§ ACTIVITY:
Below are the records. Gather each line that holds "roads".

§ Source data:
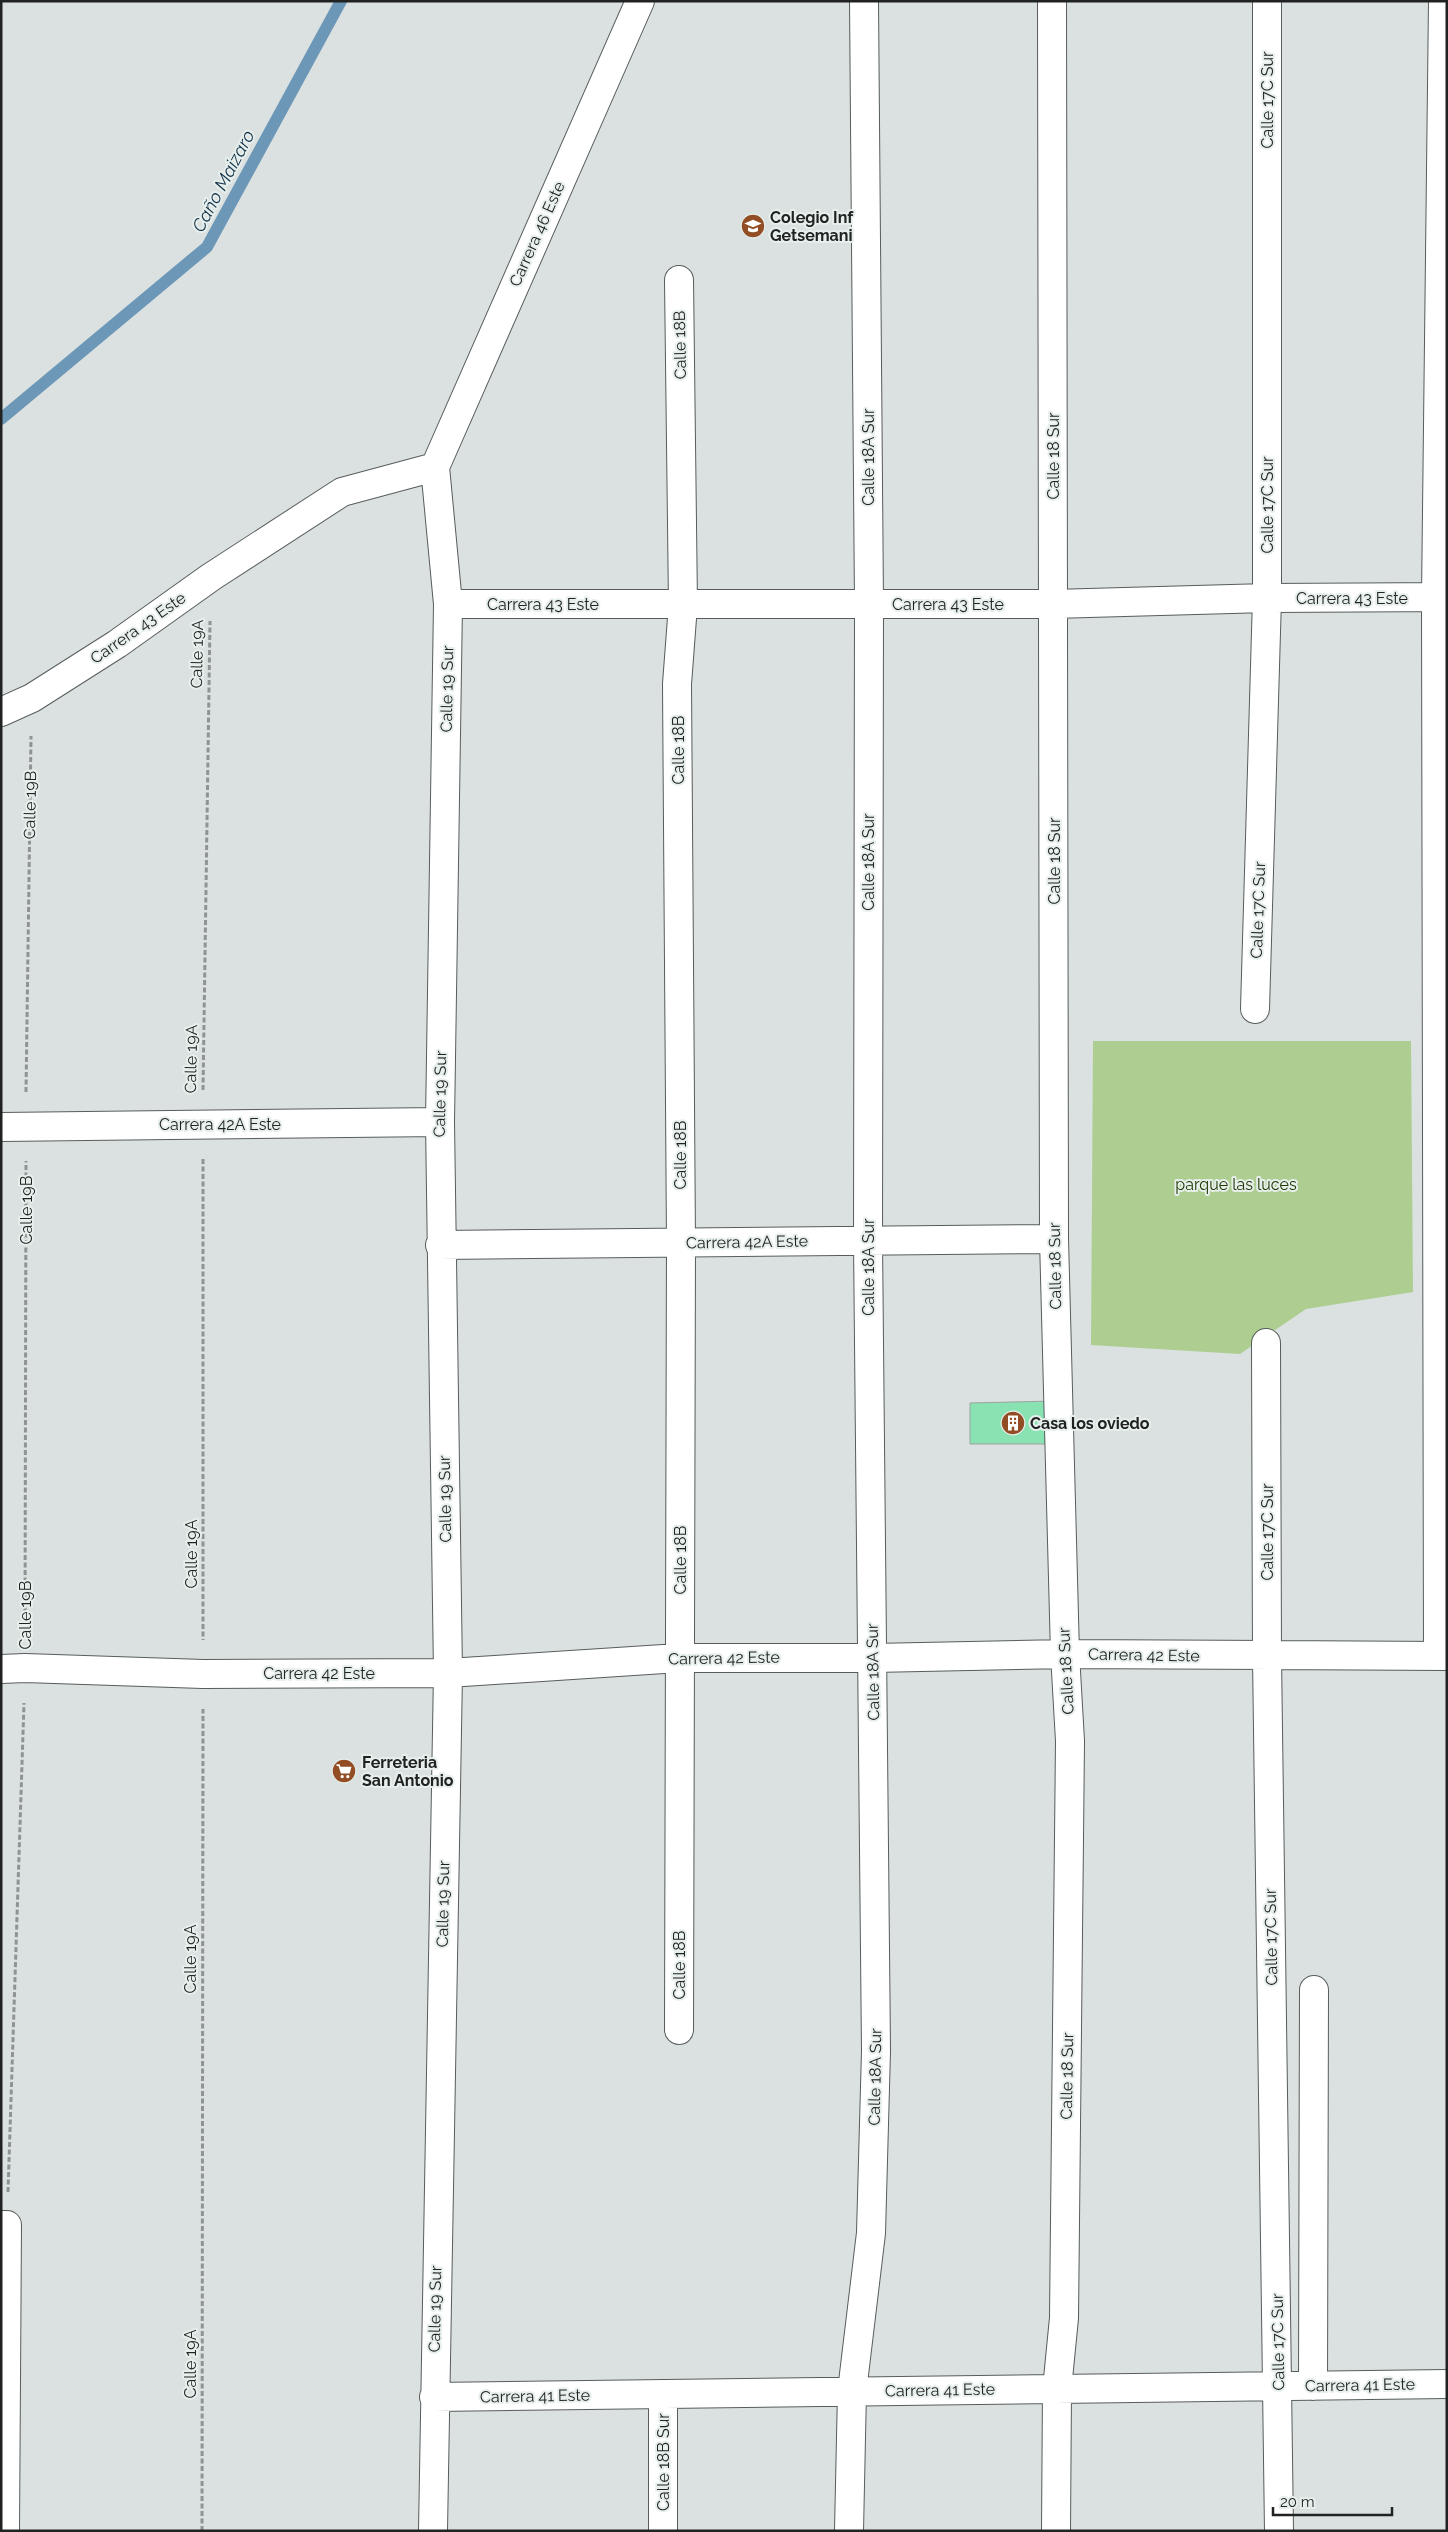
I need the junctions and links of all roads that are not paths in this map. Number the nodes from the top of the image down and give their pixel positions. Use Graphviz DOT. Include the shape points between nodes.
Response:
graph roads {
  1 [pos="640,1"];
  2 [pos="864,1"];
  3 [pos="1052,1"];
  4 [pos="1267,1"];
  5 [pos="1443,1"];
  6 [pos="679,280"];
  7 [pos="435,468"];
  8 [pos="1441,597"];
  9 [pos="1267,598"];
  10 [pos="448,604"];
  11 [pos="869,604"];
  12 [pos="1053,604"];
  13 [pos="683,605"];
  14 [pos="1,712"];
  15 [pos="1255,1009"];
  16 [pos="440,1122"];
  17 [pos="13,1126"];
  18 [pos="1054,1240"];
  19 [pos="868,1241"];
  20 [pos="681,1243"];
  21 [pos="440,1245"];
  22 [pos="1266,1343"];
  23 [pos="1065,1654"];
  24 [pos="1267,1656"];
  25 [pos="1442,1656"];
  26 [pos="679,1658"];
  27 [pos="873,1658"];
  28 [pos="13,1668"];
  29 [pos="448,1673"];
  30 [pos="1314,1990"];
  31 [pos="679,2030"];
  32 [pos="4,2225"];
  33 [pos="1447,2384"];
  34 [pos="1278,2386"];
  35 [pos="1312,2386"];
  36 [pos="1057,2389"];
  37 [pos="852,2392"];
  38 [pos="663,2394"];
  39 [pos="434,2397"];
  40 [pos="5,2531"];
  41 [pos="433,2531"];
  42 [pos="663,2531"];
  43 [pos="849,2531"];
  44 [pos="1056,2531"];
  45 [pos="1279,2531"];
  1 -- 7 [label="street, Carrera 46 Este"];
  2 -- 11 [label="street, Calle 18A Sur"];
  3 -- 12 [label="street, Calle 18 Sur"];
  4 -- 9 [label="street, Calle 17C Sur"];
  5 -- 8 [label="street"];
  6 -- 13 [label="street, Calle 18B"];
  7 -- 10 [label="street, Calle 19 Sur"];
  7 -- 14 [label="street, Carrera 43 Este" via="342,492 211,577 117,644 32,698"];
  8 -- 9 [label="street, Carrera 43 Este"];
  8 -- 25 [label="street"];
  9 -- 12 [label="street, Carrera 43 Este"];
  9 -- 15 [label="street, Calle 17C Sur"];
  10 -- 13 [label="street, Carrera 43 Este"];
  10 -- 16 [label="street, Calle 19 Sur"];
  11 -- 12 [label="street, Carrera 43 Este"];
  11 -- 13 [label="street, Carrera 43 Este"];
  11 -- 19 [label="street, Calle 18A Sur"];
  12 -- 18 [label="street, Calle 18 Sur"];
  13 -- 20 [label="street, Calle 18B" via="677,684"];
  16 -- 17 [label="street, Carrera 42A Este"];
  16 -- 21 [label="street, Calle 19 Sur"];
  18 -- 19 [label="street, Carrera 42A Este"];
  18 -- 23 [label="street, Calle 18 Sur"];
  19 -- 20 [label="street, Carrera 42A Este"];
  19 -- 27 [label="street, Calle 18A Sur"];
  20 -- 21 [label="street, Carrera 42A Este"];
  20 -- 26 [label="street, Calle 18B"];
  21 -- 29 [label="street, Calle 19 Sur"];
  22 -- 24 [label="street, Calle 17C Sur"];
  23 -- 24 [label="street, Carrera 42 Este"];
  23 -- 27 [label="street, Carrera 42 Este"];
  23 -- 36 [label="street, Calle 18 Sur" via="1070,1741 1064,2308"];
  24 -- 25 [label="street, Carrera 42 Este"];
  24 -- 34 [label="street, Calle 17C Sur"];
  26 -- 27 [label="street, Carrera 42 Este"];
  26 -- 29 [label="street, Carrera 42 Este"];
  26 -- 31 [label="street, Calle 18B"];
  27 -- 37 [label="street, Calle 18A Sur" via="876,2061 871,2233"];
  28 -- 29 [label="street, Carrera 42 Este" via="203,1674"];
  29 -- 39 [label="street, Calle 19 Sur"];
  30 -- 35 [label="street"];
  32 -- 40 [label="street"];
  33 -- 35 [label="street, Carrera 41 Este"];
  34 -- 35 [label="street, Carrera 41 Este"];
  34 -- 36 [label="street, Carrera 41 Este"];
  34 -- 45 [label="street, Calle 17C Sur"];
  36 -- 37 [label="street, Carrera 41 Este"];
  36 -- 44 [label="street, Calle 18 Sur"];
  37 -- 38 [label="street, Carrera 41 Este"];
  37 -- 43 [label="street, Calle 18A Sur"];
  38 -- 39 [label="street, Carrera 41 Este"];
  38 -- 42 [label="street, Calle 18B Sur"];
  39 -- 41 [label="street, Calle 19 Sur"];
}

§ RESPONSE TO THE EXERCISE:
I need the junctions and links of all roads that are not paths in this map. Number the nodes from the top of the image down and give their pixel positions. Use Graphviz DOT. Include the shape points between nodes.
graph roads {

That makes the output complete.